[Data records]
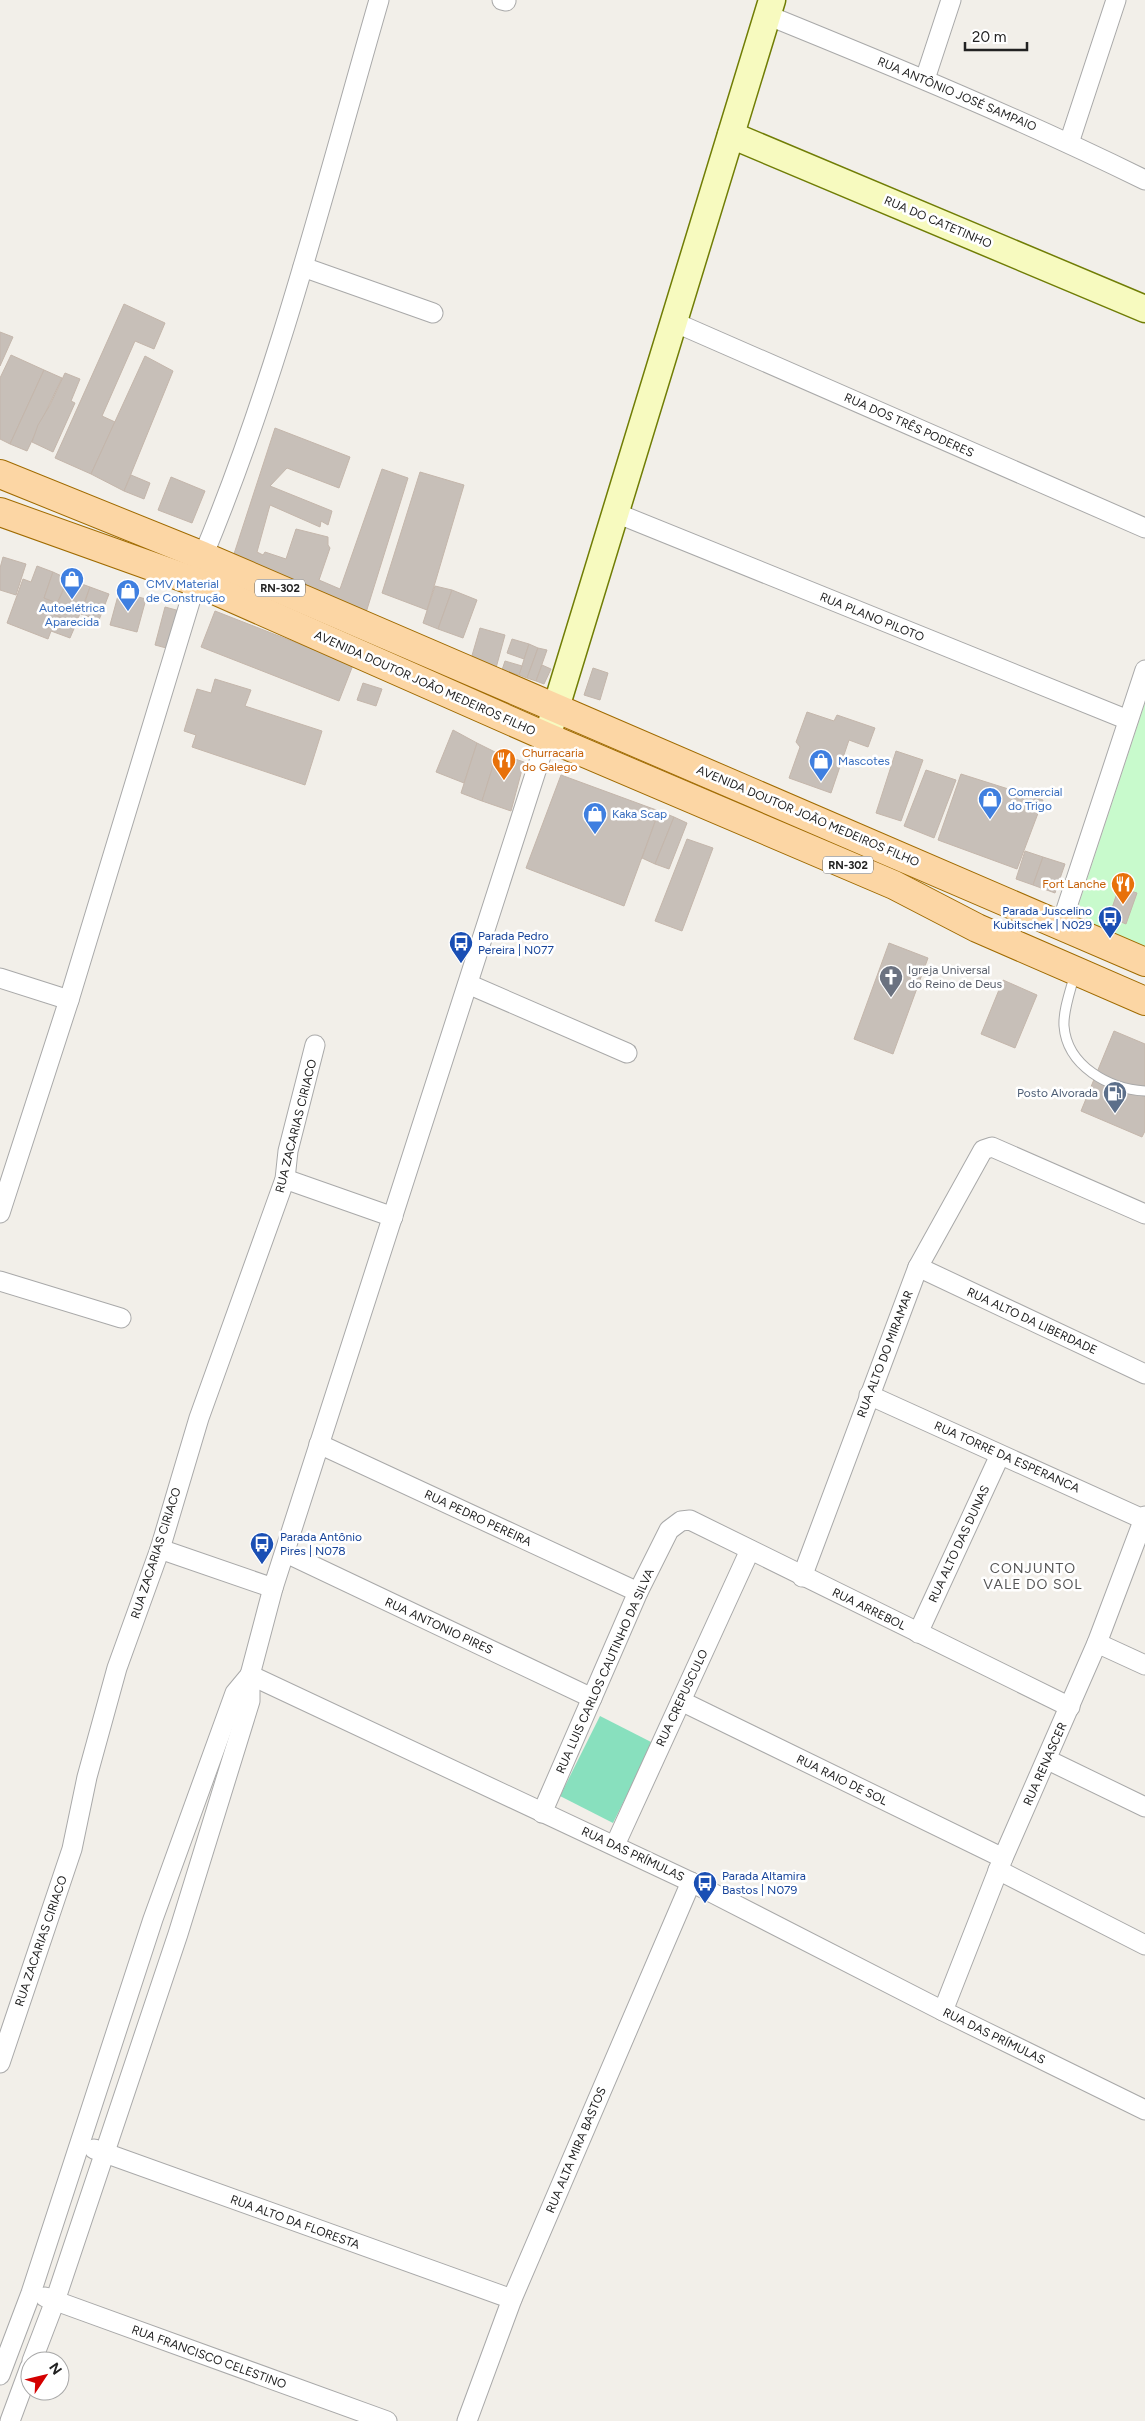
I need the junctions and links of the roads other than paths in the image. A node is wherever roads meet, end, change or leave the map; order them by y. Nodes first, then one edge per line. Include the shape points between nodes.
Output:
1 (379, 0) edge
2 (951, 0) edge
3 (1116, 0) edge
4 (770, 7) edge
5 (925, 79) junction
6 (731, 135) junction
7 (1069, 143) junction
8 (1145, 180) edge
9 (303, 267) junction
10 (1145, 308) edge
11 (433, 313) dead end
12 (674, 322) junction
13 (5, 484) edge
14 (0, 512) edge
15 (616, 513) junction
16 (1145, 528) edge
17 (203, 556) junction
18 (196, 582) junction
19 (1145, 670) edge
20 (557, 708) junction
21 (1128, 720) junction
22 (547, 737) junction
23 (1061, 925) junction
24 (977, 928) junction
25 (1098, 941) junction
26 (1145, 955) edge
27 (1145, 962) edge
28 (1075, 970) junction
29 (0, 978) edge
30 (468, 984) junction
31 (1118, 988) junction
32 (1145, 993) edge
33 (69, 1000) junction
34 (1145, 1001) edge
35 (315, 1045) dead end
36 (626, 1052) dead end
37 (1145, 1091) edge
38 (284, 1179) junction
39 (0, 1213) edge
40 (1145, 1214) edge
41 (393, 1217) junction
42 (918, 1267) junction
43 (0, 1281) edge
44 (120, 1318) dead end
45 (1145, 1374) edge
46 (869, 1395) junction
47 (319, 1444) junction
48 (1000, 1455) junction
49 (1145, 1518) edge
50 (669, 1530) joint
51 (160, 1549) junction
52 (750, 1550) junction
53 (286, 1553) junction
54 (802, 1576) junction
55 (274, 1588) junction
56 (638, 1592) junction
57 (918, 1632) junction
58 (1097, 1643) junction
59 (1145, 1665) edge
60 (250, 1675) junction
61 (592, 1698) junction
62 (681, 1701) junction
63 (1070, 1707) junction
64 (1048, 1760) junction
65 (1145, 1807) edge
66 (542, 1813) junction
67 (615, 1846) junction
68 (1001, 1864) junction
69 (691, 1882) junction
70 (153, 1919) junction
71 (179, 1928) junction
72 (1145, 1945) edge
73 (943, 2011) junction
74 (0, 2063) edge
75 (1145, 2110) edge
76 (79, 2143) junction
77 (105, 2153) junction
78 (31, 2293) junction
79 (512, 2299) junction
80 (55, 2301) junction
81 (36, 2351) edge
82 (0, 2375) edge
83 (20, 2394) edge
84 (10, 2421) edge
85 (387, 2421) edge
86 (467, 2421) edge

1 - 9 street
2 - 5 street
3 - 7 street
4 - 5 street, RUA ANTÔNIO JOSÉ SAMPAIO
4 - 6 main road
5 - 7 street, RUA ANTÔNIO JOSÉ SAMPAIO
6 - 10 main road, RUA DO CATETINHO
6 - 12 main road
7 - 8 street, RUA ANTÔNIO JOSÉ SAMPAIO
9 - 11 street
9 - 17 street via 232,486
12 - 15 main road
12 - 16 street, RUA DOS TRÊS PODERES
13 - 17 main road, AVENIDA DOUTOR JOÃO MEDEIROS FILHO / RN-302
14 - 18 main road, AVENIDA DOUTOR JOÃO MEDEIROS FILHO / RN-302
15 - 20 main road
15 - 21 street, RUA PLANO PILOTO
17 - 20 main road, AVENIDA DOUTOR JOÃO MEDEIROS FILHO / RN-302
18 - 22 main road, AVENIDA DOUTOR JOÃO MEDEIROS FILHO / RN-302
18 - 33 street
19 - 21 street
20 - 22 main road
20 - 23 main road, AVENIDA DOUTOR JOÃO MEDEIROS FILHO / RN-302
21 - 23 street
22 - 24 main road, AVENIDA DOUTOR JOÃO MEDEIROS FILHO / RN-302 via 894,885
22 - 30 street
23 - 24 main road via 1054,928 1038,926 991,909 983,914
23 - 25 main road, AVENIDA DOUTOR JOÃO MEDEIROS FILHO / RN-302
24 - 28 main road, AVENIDA DOUTOR JOÃO MEDEIROS FILHO / RN-302
25 - 26 lane via 1110,939
25 - 27 main road, AVENIDA DOUTOR JOÃO MEDEIROS FILHO / RN-302
28 - 31 main road, AVENIDA DOUTOR JOÃO MEDEIROS FILHO / RN-302
28 - 37 lane via 1064,1024 1067,1043 1076,1059 1092,1073 1130,1090
29 - 33 street
30 - 36 street
30 - 41 street
31 - 32 main road
31 - 34 main road, AVENIDA DOUTOR JOÃO MEDEIROS FILHO / RN-302
33 - 39 street
35 - 38 street, RUA ZACARIAS CIRIACO
38 - 41 street
38 - 51 street, RUA ZACARIAS CIRIACO via 199,1418
40 - 42 street, RUA ALTO DO MIRAMAR via 992,1147 979,1154
41 - 47 street
42 - 45 street, RUA ALTO DA LIBERDADE
42 - 46 street, RUA ALTO DO MIRAMAR
43 - 44 street
46 - 48 street, RUA TORRE DA ESPERANCA
46 - 54 street, RUA ALTO DO MIRAMAR
47 - 53 street
47 - 56 street, RUA PEDRO PEREIRA
48 - 49 street, RUA TORRE DA ESPERANCA
48 - 57 street, RUA ALTO DAS DUNAS
49 - 58 street, RUA RENASCER
50 - 52 street, RUA ARREBOL via 681,1521 690,1520
50 - 56 street, RUA LUIS CARLOS CAUTINHO DA SILVA
51 - 55 street
51 - 74 street, RUA ZACARIAS CIRIACO via 117,1668 66,1867
52 - 54 street, RUA ARREBOL
52 - 62 street, RUA CREPUSCULO
53 - 55 street
53 - 61 street, RUA ANTONIO PIRES
54 - 57 street, RUA ARREBOL
55 - 60 street
56 - 61 street, RUA LUIS CARLOS CAUTINHO DA SILVA
57 - 63 street, RUA ARREBOL
58 - 59 street
58 - 63 street, RUA RENASCER
60 - 66 street, RUA DAS PRÍMULAS
60 - 70 street via 235,1693
60 - 71 street via 250,1701
61 - 66 street, RUA LUIS CARLOS CAUTINHO DA SILVA
62 - 67 street, RUA CREPUSCULO
62 - 68 street, RUA RAIO DE SOL
63 - 64 street, RUA RENASCER
64 - 65 street
64 - 68 street, RUA RENASCER
66 - 67 street, RUA DAS PRÍMULAS
67 - 69 street, RUA DAS PRÍMULAS
68 - 72 street, RUA RAIO DE SOL
68 - 73 street, RUA RENASCER
69 - 73 street, RUA DAS PRÍMULAS
69 - 79 street, RUA ALTA MIRA BASTOS
70 - 71 street
70 - 76 street
71 - 77 street
73 - 75 street, RUA DAS PRÍMULAS
76 - 77 street, RUA ALTO DA FLORESTA
76 - 78 street
77 - 79 street, RUA ALTO DA FLORESTA
77 - 80 street
78 - 80 street, RUA FRANCISCO CELESTINO
78 - 82 street
79 - 86 street, RUA ALTA MIRA BASTOS
80 - 81 street
80 - 85 street, RUA FRANCISCO CELESTINO
83 - 84 street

**PROBLEM**:
Search the data above for the string "RENASCER" and copy each line that has it.

**RESULT FOR THIS TASK**:
49 - 58 street, RUA RENASCER
58 - 63 street, RUA RENASCER
63 - 64 street, RUA RENASCER
64 - 68 street, RUA RENASCER
68 - 73 street, RUA RENASCER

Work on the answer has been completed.